I will change that with the next version of the patches after I get your
comments back. Regarding the problems you mentioned: Can you point me to
a bug report and more information about that? If anything breaks with
the new behavior, then that broken code is clearly doing something wrong
and needs fixing. Personally, I have been running Emacs with the patches
since I posted them and I have not run into a single issue.

Thanks for taking the time, Eli. It is very much appreciated!

So long,
Matthias

-- 
Dipl.-Inf. (FH) Matthias Dahl | Software Engineer | binary-island.eu




^ permalink raw reply	[flat|nested] 151+ messages in thread

* Re: wait_reading_process_ouput hangs in certain cases (w/ patches)
  2018-08-07  8:38                                                                                               ` Matthias Dahl
@ 2018-08-07 17:10                                                                                                 ` Paul Eggert
  2018-09-10  8:21                                                                                                 ` Eli Zaretskii
  1 sibling, 0 replies; 151+ messages in thread
From: Paul Eggert @ 2018-08-07 17:10 UTC (permalink / raw)
  To: Matthias Dahl, Eli Zaretskii; +Cc: larsi, rrandresf, monnier, emacs-devel

Matthias Dahl wrote:
> I don't know if Emacs uses other non-universally available errno values
> as well. If it does, then, imho, it really does not matter here.

Emacs uses EOVERFLOW, ENOTSUP, EINPROGRESS, ENOTCONN, EMSGSIZE, EINPROGRESS, 
ELOOP, EWOULDBLOCK, even though they are not available on many platforms.

By the way, why does conf_post.h conditionally define EOVERFLOW, why does 
filelock.c have "#ifndef ELOOP", why does process.c have "#ifndef EWOULDBLOCK" 
and "defined EMSGSIZ", and why does sysdep.c have "#ifdef EOVERFLOW"? Do these 
all predate Gnulib errno.h? It sounds like we should remove them.

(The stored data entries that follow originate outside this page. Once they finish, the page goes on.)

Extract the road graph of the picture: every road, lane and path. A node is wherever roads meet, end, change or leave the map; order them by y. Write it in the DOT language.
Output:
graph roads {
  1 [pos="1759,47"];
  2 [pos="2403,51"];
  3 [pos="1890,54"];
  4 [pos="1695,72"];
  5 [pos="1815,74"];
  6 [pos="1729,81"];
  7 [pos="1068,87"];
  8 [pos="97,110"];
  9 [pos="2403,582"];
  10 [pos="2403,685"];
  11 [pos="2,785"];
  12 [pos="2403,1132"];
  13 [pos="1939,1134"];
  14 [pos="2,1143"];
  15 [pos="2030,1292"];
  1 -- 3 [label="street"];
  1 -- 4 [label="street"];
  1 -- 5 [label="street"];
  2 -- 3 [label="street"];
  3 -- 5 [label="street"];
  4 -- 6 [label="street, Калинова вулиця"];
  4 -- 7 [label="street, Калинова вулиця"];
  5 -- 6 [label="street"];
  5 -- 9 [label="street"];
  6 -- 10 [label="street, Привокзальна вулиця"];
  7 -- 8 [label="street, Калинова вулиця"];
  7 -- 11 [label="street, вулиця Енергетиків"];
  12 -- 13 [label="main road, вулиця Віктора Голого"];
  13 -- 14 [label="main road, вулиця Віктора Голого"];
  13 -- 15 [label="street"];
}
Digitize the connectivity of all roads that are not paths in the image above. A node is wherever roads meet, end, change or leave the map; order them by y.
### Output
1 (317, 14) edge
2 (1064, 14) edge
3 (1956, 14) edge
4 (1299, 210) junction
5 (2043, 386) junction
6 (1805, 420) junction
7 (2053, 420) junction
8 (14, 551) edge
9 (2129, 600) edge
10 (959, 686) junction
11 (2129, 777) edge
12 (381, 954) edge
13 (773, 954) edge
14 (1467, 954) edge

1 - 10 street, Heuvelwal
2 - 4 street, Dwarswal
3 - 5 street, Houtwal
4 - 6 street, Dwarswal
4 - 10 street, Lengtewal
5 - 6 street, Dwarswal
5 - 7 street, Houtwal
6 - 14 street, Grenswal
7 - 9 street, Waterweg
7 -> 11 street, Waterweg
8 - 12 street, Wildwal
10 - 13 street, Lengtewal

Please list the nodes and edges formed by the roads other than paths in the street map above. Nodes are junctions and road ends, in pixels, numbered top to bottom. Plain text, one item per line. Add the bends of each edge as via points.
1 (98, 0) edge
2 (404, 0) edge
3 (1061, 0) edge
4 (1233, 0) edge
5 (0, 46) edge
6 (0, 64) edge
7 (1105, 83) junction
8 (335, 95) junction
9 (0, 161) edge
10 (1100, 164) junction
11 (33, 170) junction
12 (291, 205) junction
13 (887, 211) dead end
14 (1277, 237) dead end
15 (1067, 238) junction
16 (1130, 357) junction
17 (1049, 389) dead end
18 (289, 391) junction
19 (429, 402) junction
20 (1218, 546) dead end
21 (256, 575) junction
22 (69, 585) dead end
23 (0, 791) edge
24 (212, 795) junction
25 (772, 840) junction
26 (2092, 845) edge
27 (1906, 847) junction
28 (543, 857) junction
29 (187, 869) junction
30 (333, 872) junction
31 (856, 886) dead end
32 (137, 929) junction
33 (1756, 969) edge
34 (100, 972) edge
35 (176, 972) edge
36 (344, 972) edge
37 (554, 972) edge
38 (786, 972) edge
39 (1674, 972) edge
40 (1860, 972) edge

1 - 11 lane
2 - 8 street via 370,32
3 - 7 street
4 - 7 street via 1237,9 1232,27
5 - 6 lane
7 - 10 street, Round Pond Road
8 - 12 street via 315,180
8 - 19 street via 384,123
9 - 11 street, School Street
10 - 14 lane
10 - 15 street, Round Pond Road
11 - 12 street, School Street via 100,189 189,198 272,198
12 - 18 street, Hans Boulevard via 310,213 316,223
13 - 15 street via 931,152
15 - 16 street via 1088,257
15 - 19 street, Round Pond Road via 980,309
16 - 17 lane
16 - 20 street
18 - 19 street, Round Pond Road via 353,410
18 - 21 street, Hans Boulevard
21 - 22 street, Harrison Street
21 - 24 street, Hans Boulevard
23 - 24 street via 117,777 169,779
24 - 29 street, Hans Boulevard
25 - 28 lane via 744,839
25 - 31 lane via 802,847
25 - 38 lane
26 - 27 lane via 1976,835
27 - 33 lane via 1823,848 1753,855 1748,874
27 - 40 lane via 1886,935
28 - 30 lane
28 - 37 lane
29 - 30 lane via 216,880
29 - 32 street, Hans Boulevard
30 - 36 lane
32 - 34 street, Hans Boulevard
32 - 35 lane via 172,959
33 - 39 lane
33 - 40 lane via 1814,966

^ permalink raw reply	[flat|nested] 151+ messages in thread

* Re: wait_reading_process_ouput hangs in certain cases (w/ patches)
  2018-08-07  8:38                                                                                               ` Matthias Dahl
  2018-08-07 17:10                                                                                                 ` Paul Eggert
@ 2018-09-10  8:21                                                                                                 ` Eli Zaretskii
  1 sibling, 0 replies; 151+ messages in thread
From: Eli Zaretskii @ 2018-09-10  8:21 UTC (permalink / raw)
  To: Matthias Dahl; +Cc: eggert, larsi, rrandresf, monnier, emacs-devel

> Cc: larsi@gnus.org, rrandresf@gmail.com, emacs-devel@gnu.org,
>  eggert@cs.ucla.edu, monnier@iro.umontreal.ca
> From: Matthias Dahl <ml_emacs-lists@binary-island.eu>
> Date: Tue, 7 Aug 2018 10:38:02 +0200

Sorry for such a long delay in responding to your previous message.

> >> --- a/src/gnutls.c
> >> +++ b/src/gnutls.c
> >> @@ -708,16 +708,18 @@ emacs_gnutls_read (struct Lisp_Process *proc, char *buf, ptrdiff_t nbyte)
> >>    rtnval = gnutls_record_recv (state, buf, nbyte);
> >>    if (rtnval >= 0)
> >>      return rtnval;
> >> -  else if (rtnval == GNUTLS_E_UNEXPECTED_PACKET_LENGTH)
> >> -    /* The peer closed the connection. */
> >> -    return 0;
> > 
> > Why is this hunk being deleted?  I see that you intend to handle it in
> > emacs_gnutls_handle_error, but I'm not sure I understand the net
> > result.  The current code simply ignores this situation; what will
> > happen with the new code, except for the problem being logged?
> 
> The rationale behind this is:
> On GnuTLS < 3, GNUTLS_E_UNEXPECTED_PACKET_LENGTH was returned for
> premature connection termination. On >= 3, it is a real error on its
> own and should be treated that way.
> 
> I moved the error handling over to emacs_gnutls_handle_error, so it's
> at a central point and not scattered all across. Also makes the code
> clearer to read, imho.

OK.

> >>    else if (emacs_gnutls_handle_error (state, rtnval))
> >> -    /* non-fatal error */
> >> -    return -1;
> >> -  else {
> >> -    /* a fatal error occurred */
> >> -    return 0;
> >> -  }
> >> +    {
> >> +      /* non-fatal error */
> >> +      errno = EAGAIN;
> >> +      return -1;
> >> +    }
> >> +  else
> >> +    {
> >> +      /* a fatal error occurred */
> >> +      errno = EPROTO;
> >> +      return 0;
> >> +    }
> > 
> > EPROTO is not universally available, AFAIK.  We have Gnulib's errno.h
> > that defines a value for it, but that just gets us through
> > compilation.  What do you expect this value to cause when it is
> > encountered by some code which needs to interpret it?  We need to make
> > sure the results will be sensible.
> 
> Sorry, I missed that. Right now, no code checks specifically for EPROTO,
> so any other fatal value would do as well. But EPROTO is fitting rather
> well in what is going on.
> 
> Any code that will get an errno = EPROTO will treat it as a fatal error
> and that is exactly what it should do. So there is no problem with that.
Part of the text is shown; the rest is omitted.